───── AVAILABLE RECORDS ─────

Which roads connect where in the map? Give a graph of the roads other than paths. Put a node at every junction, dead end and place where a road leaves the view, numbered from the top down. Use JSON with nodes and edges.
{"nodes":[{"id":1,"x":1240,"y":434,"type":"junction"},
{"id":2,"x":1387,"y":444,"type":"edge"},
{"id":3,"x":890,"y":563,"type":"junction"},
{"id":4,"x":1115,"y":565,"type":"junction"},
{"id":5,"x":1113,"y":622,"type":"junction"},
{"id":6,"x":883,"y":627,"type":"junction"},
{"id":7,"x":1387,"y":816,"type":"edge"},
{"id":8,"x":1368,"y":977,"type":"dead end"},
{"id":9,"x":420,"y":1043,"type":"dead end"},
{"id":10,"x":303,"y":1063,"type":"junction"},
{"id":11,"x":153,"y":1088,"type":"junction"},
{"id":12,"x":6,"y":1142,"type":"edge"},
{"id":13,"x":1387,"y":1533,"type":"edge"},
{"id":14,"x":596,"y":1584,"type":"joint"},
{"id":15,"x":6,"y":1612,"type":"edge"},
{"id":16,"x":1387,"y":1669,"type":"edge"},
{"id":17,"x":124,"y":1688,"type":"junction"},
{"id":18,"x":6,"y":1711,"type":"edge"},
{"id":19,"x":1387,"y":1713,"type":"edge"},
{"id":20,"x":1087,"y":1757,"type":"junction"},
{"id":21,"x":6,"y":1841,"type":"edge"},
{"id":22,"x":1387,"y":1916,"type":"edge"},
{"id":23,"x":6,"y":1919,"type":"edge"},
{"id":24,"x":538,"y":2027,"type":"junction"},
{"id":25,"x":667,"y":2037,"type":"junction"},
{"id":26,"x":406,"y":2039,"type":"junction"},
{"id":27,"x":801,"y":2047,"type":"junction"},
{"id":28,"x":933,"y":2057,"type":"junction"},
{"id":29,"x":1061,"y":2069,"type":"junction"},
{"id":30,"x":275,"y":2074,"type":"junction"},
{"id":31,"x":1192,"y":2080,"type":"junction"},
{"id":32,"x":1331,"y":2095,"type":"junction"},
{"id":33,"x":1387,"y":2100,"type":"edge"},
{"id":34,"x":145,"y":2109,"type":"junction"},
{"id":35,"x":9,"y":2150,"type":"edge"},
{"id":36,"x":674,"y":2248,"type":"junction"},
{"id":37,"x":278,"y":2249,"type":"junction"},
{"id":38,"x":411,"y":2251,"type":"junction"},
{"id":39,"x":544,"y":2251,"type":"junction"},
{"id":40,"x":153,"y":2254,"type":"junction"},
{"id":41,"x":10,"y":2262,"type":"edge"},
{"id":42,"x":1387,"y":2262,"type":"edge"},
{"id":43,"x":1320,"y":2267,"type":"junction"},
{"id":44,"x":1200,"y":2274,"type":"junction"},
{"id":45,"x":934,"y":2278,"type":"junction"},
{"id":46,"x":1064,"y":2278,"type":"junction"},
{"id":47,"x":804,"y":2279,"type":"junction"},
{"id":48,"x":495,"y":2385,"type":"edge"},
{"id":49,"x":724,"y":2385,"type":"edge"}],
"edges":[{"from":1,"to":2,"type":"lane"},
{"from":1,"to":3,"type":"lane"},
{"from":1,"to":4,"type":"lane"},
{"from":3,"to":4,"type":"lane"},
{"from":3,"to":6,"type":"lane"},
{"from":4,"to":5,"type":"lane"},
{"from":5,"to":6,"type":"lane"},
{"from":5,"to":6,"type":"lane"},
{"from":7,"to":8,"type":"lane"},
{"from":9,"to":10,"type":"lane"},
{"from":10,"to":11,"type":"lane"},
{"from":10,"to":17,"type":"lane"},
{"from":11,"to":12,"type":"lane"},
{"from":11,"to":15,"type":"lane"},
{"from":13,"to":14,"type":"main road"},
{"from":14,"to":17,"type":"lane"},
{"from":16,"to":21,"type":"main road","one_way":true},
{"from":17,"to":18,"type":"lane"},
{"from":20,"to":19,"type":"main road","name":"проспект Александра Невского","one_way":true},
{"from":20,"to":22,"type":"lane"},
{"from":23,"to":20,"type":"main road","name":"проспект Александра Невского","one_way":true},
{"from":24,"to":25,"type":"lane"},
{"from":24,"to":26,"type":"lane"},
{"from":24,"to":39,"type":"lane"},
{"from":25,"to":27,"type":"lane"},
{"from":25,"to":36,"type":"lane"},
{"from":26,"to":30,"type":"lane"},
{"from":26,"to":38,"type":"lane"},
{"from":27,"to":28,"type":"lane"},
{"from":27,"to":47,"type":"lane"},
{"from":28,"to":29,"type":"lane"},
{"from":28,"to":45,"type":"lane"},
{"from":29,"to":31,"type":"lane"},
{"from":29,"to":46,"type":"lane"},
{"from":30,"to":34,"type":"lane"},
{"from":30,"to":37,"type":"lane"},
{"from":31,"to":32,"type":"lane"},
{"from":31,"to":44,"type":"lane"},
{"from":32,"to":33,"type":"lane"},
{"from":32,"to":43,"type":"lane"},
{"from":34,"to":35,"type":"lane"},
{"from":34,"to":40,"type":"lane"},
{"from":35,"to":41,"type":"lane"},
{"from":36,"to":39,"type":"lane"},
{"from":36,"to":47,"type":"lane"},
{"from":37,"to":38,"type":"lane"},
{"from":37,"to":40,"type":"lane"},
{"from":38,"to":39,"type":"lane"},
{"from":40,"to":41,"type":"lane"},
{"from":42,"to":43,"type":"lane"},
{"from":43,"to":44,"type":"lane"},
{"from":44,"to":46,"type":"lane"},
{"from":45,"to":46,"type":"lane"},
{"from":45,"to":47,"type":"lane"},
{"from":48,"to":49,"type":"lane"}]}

─────

• EXERCISE GOAL: If a line in the entries holds the string "dead", copy it.

• SOLUTION TO THIS PROBLEM:
Which roads connect where in the map? Give a graph of the roads other than paths. Put a node at every junction, dead end and place where a road leaves the view, numbered from the top down. Use JSON with nodes and edges.
{"id":8,"x":1368,"y":977,"type":"dead end"},
{"id":9,"x":420,"y":1043,"type":"dead end"},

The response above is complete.